EXERCISE PROMPT: What is needed is a word-for-word transcript of the listing, free of pictures.

____ EXTRACTED MATERIAL

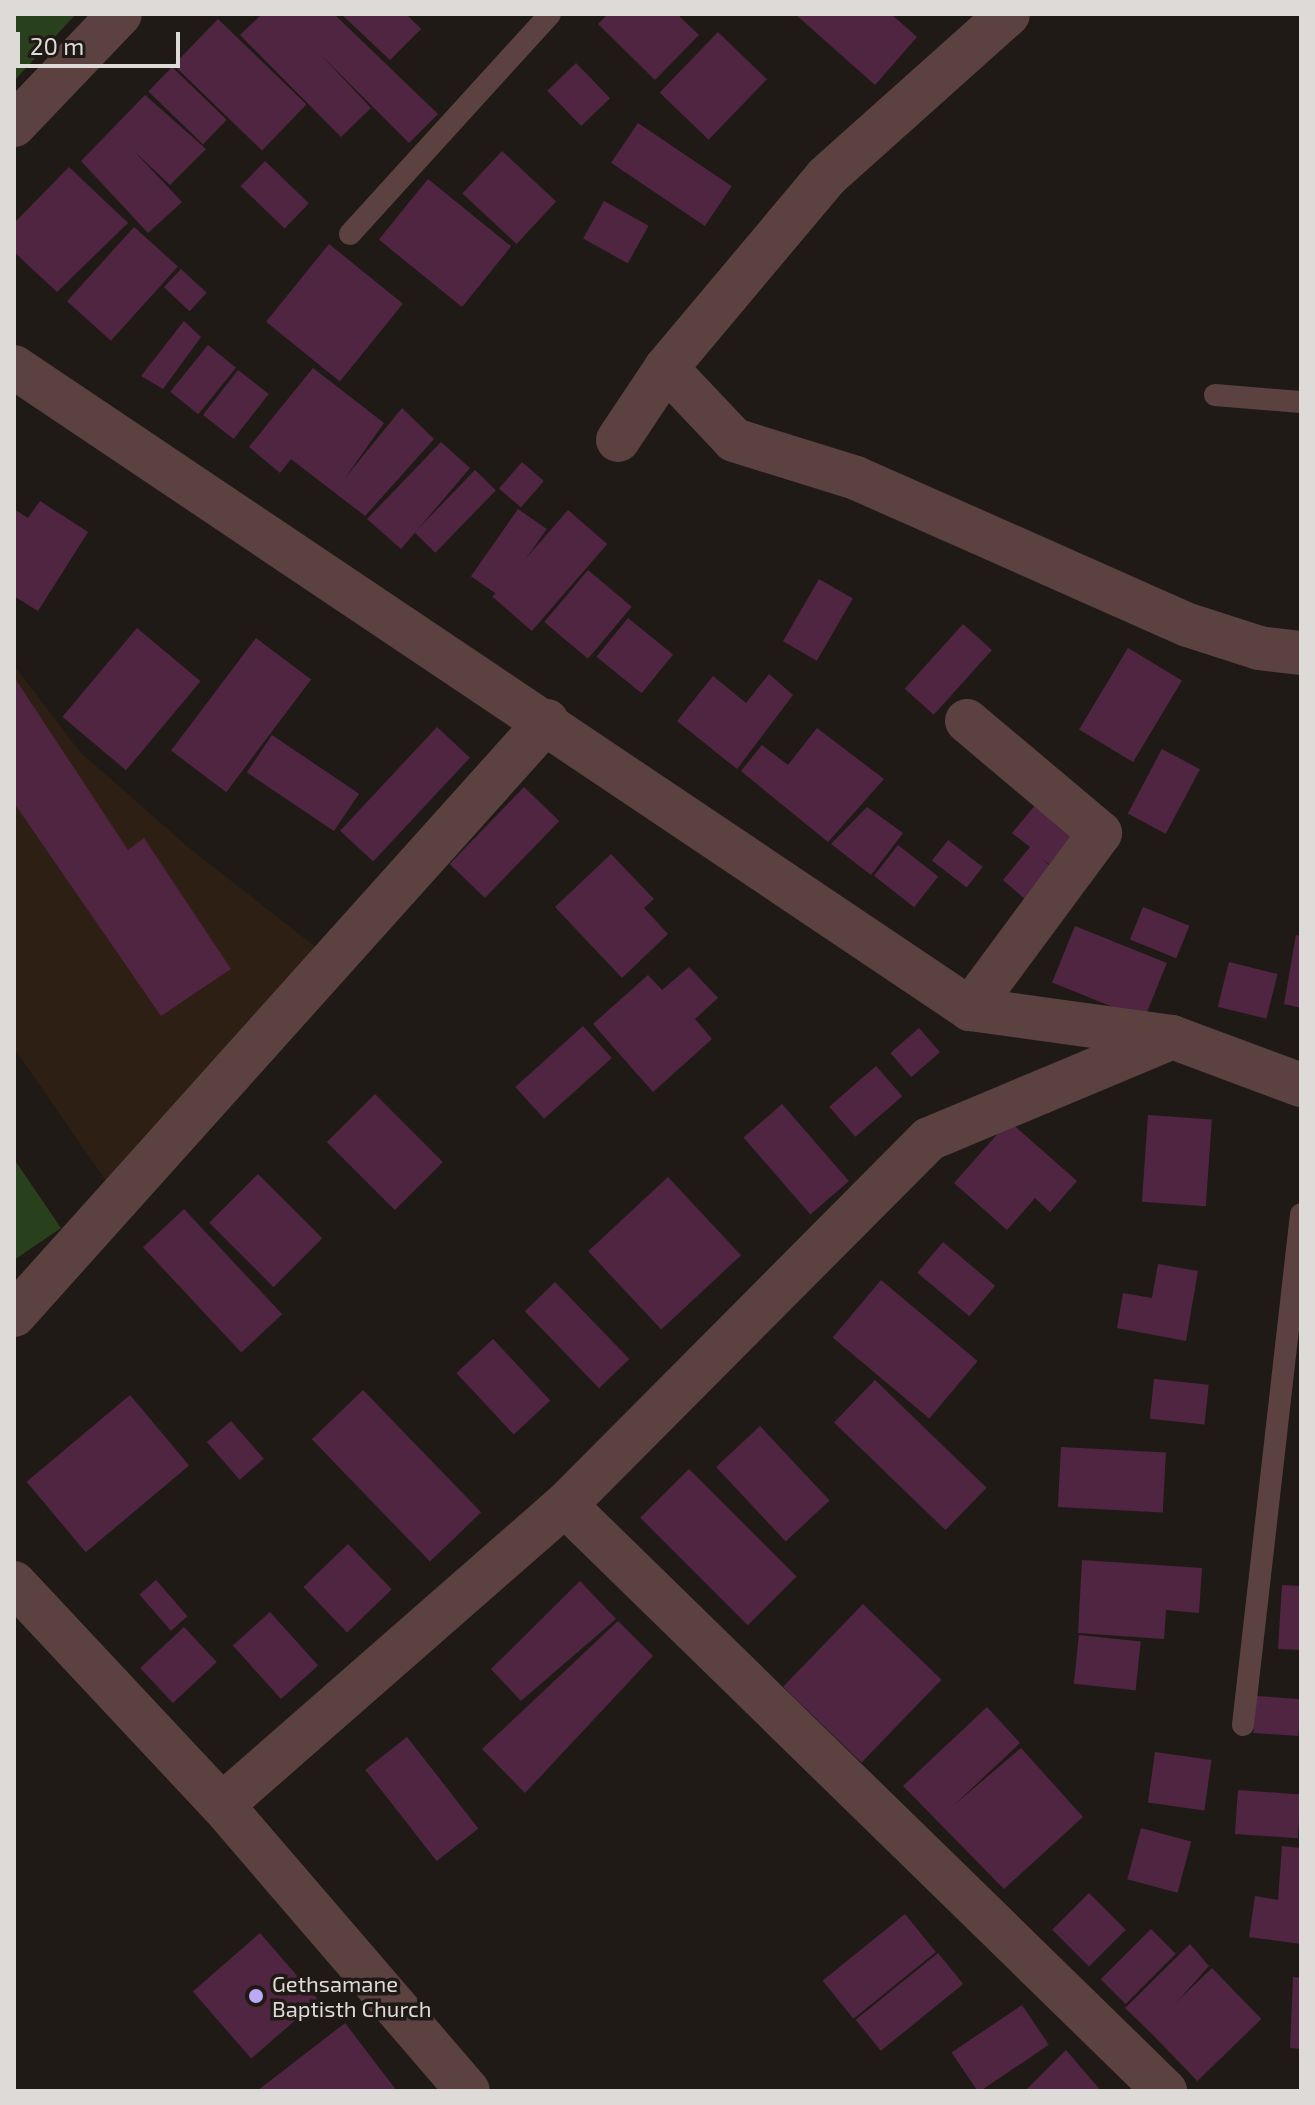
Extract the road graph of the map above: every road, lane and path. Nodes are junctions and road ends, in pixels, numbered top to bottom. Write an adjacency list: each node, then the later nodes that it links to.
1 (120, 14): 4 (street)
2 (550, 14): 5 (lane)
3 (1008, 14): 7 (street)
4 (14, 125)
5 (350, 234)
6 (14, 367): 12 (street)
7 (666, 368): 10 (street); 11 (street)
8 (1215, 395): 9 (lane)
9 (1301, 402)
10 (618, 440)
11 (1301, 653)
12 (547, 721): 14 (street); 18 (street)
13 (967, 721): 14 (street)
14 (970, 1009): 15 (street)
15 (1172, 1037): 16 (street); 19 (street)
16 (1301, 1085)
17 (1301, 1214): 21 (lane)
18 (14, 1315)
19 (565, 1505): 22 (street); 24 (street)
20 (14, 1583): 22 (street)
21 (1243, 1725)
22 (222, 1805): 23 (street)
23 (468, 2091)
24 (1165, 2091)

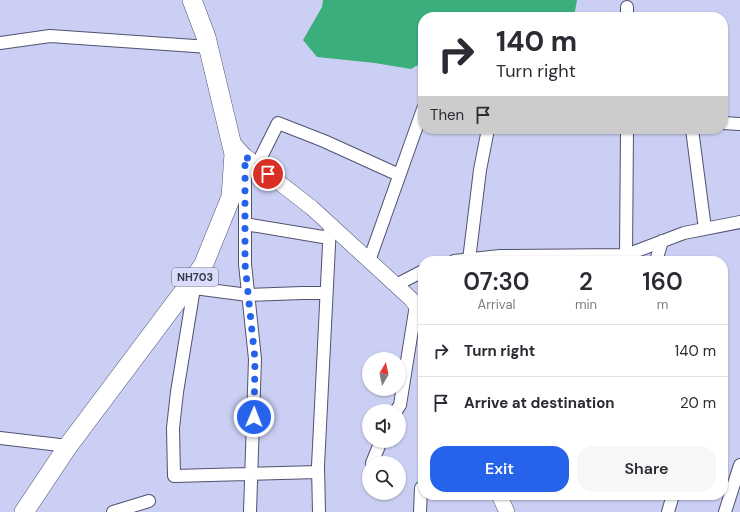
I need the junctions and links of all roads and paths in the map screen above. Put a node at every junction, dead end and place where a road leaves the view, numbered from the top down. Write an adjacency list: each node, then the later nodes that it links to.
1 (192, 0): 3 (highway, NH703)
2 (0, 43): 3 (street)
3 (209, 47): 10 (highway, NH703)
4 (418, 123): 13 (street)
5 (728, 123): 6 (street)
6 (740, 124)
7 (487, 134): 20 (street)
8 (628, 134): 19 (street)
9 (693, 134): 16 (street)
10 (231, 141): 11 (street); 25 (highway, NH703)
11 (245, 156): 12 (street); 15 (street)
12 (256, 165): 13 (street); 17 (street)
13 (399, 175): 23 (street)
14 (740, 222): 16 (street)
15 (245, 224): 17 (street); 28 (street)
16 (705, 229): 18 (street)
17 (329, 232): 23 (street); 27 (street)
18 (662, 241): 19 (street); 22 (street)
19 (626, 255): 21 (street)
20 (469, 256)
21 (500, 256)
22 (658, 256)
23 (369, 261): 26 (street)
24 (418, 274): 26 (street)
25 (194, 284): 28 (street); 33 (highway, NH703); 36 (street)
26 (396, 285): 29 (street)
27 (326, 293): 28 (street); 35 (street)
28 (248, 295): 36 (street)
29 (418, 309)
30 (418, 315): 31 (street)
31 (400, 404)
32 (0, 438): 33 (street)
33 (68, 446): 41 (highway, NH703)
34 (740, 465): 48 (street)
35 (318, 472): 36 (street); 44 (street)
36 (252, 474): 43 (street)
37 (420, 500): 45 (street)
38 (501, 500): 46 (street)
39 (672, 500): 47 (street)
40 (149, 501): 42 (street)
41 (24, 512)
42 (113, 512)
43 (250, 512)
44 (319, 512)
45 (420, 512)
46 (507, 512)
47 (668, 512)
48 (725, 512)

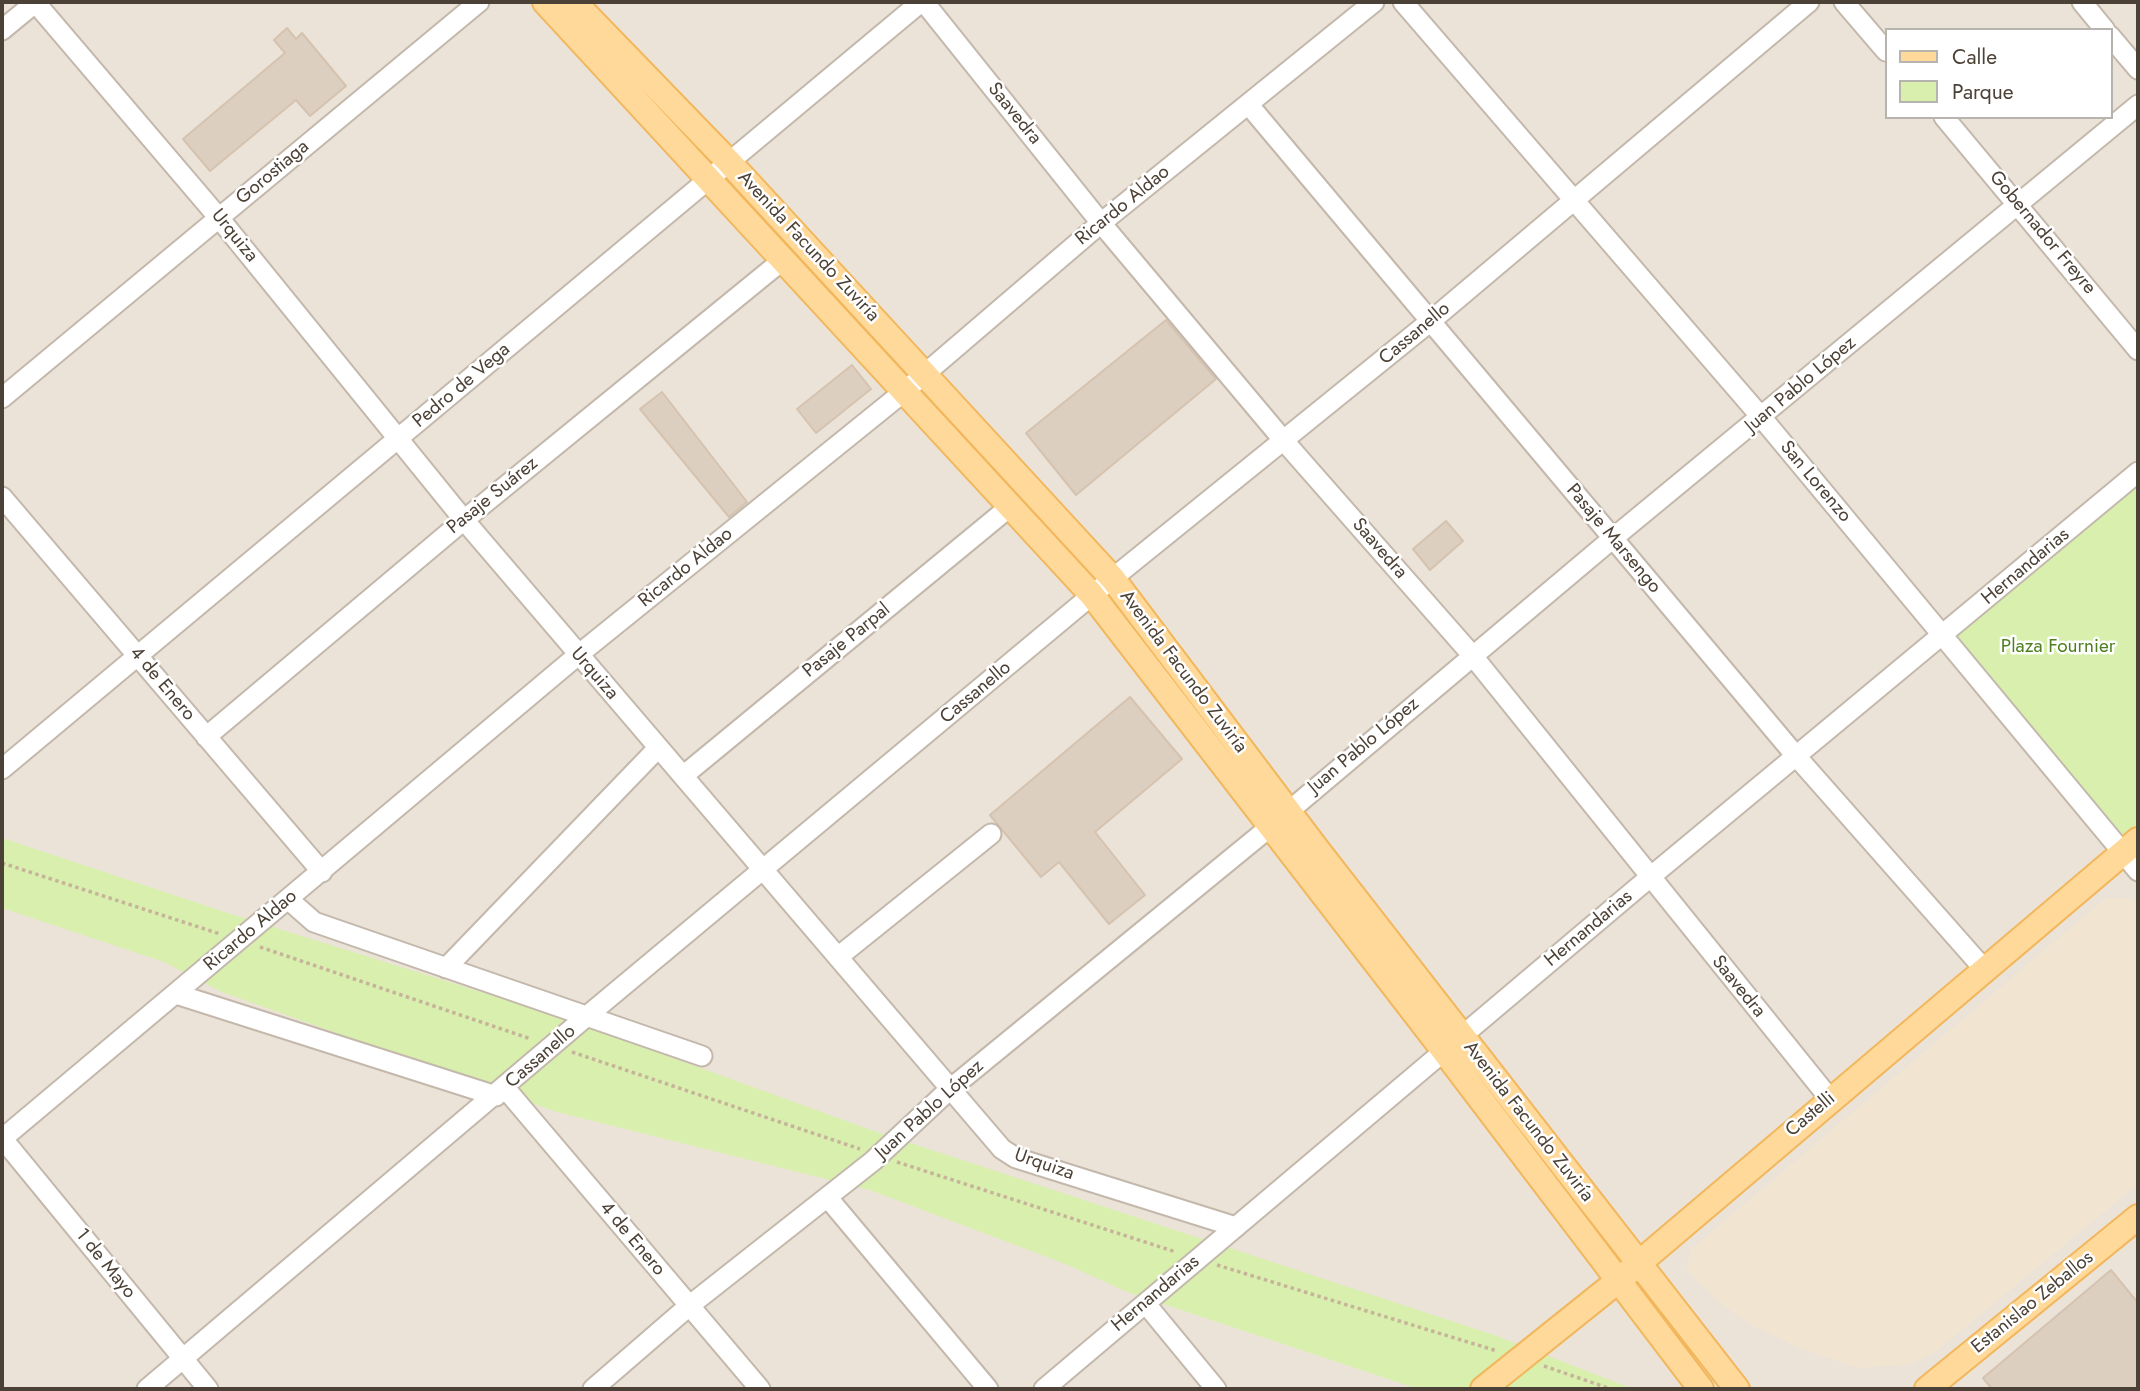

________

REPLY TO THE EXERCISE:
Extract the road graph of the map above: every road, lane and path. Nodes are junctions and road ends, in pixels, numbered top to bottom. Write an adjacency list: each node, then the later nodes that it links to.
1 (120, 14): 4 (street)
2 (550, 14): 5 (lane)
3 (1008, 14): 7 (street)
4 (14, 125)
5 (350, 234)
6 (14, 367): 12 (street)
7 (666, 368): 10 (street); 11 (street)
8 (1215, 395): 9 (lane)
9 (1301, 402)
10 (618, 440)
11 (1301, 653)
12 (547, 721): 14 (street); 18 (street)
13 (967, 721): 14 (street)
14 (970, 1009): 15 (street)
15 (1172, 1037): 16 (street); 19 (street)
16 (1301, 1085)
17 (1301, 1214): 21 (lane)
18 (14, 1315)
19 (565, 1505): 22 (street); 24 (street)
20 (14, 1583): 22 (street)
21 (1243, 1725)
22 (222, 1805): 23 (street)
23 (468, 2091)
24 (1165, 2091)

I need the junctions and links of all roads and paths in the map screen above. Put a node at every junction, dead end and place where a road leaves the view, numbered from the top down. Write an adjacency list: each node, then the later nodes that it links to.
1 (192, 0): 3 (highway, NH703)
2 (0, 43): 3 (street)
3 (209, 47): 10 (highway, NH703)
4 (418, 123): 13 (street)
5 (728, 123): 6 (street)
6 (740, 124)
7 (487, 134): 20 (street)
8 (628, 134): 19 (street)
9 (693, 134): 16 (street)
10 (231, 141): 11 (street); 25 (highway, NH703)
11 (245, 156): 12 (street); 15 (street)
12 (256, 165): 13 (street); 17 (street)
13 (399, 175): 23 (street)
14 (740, 222): 16 (street)
15 (245, 224): 17 (street); 28 (street)
16 (705, 229): 18 (street)
17 (329, 232): 23 (street); 27 (street)
18 (662, 241): 19 (street); 22 (street)
19 (626, 255): 21 (street)
20 (469, 256)
21 (500, 256)
22 (658, 256)
23 (369, 261): 26 (street)
24 (418, 274): 26 (street)
25 (194, 284): 28 (street); 33 (highway, NH703); 36 (street)
26 (396, 285): 29 (street)
27 (326, 293): 28 (street); 35 (street)
28 (248, 295): 36 (street)
29 (418, 309)
30 (418, 315): 31 (street)
31 (400, 404)
32 (0, 438): 33 (street)
33 (68, 446): 41 (highway, NH703)
34 (740, 465): 48 (street)
35 (318, 472): 36 (street); 44 (street)
36 (252, 474): 43 (street)
37 (420, 500): 45 (street)
38 (501, 500): 46 (street)
39 (672, 500): 47 (street)
40 (149, 501): 42 (street)
41 (24, 512)
42 (113, 512)
43 (250, 512)
44 (319, 512)
45 (420, 512)
46 (507, 512)
47 (668, 512)
48 (725, 512)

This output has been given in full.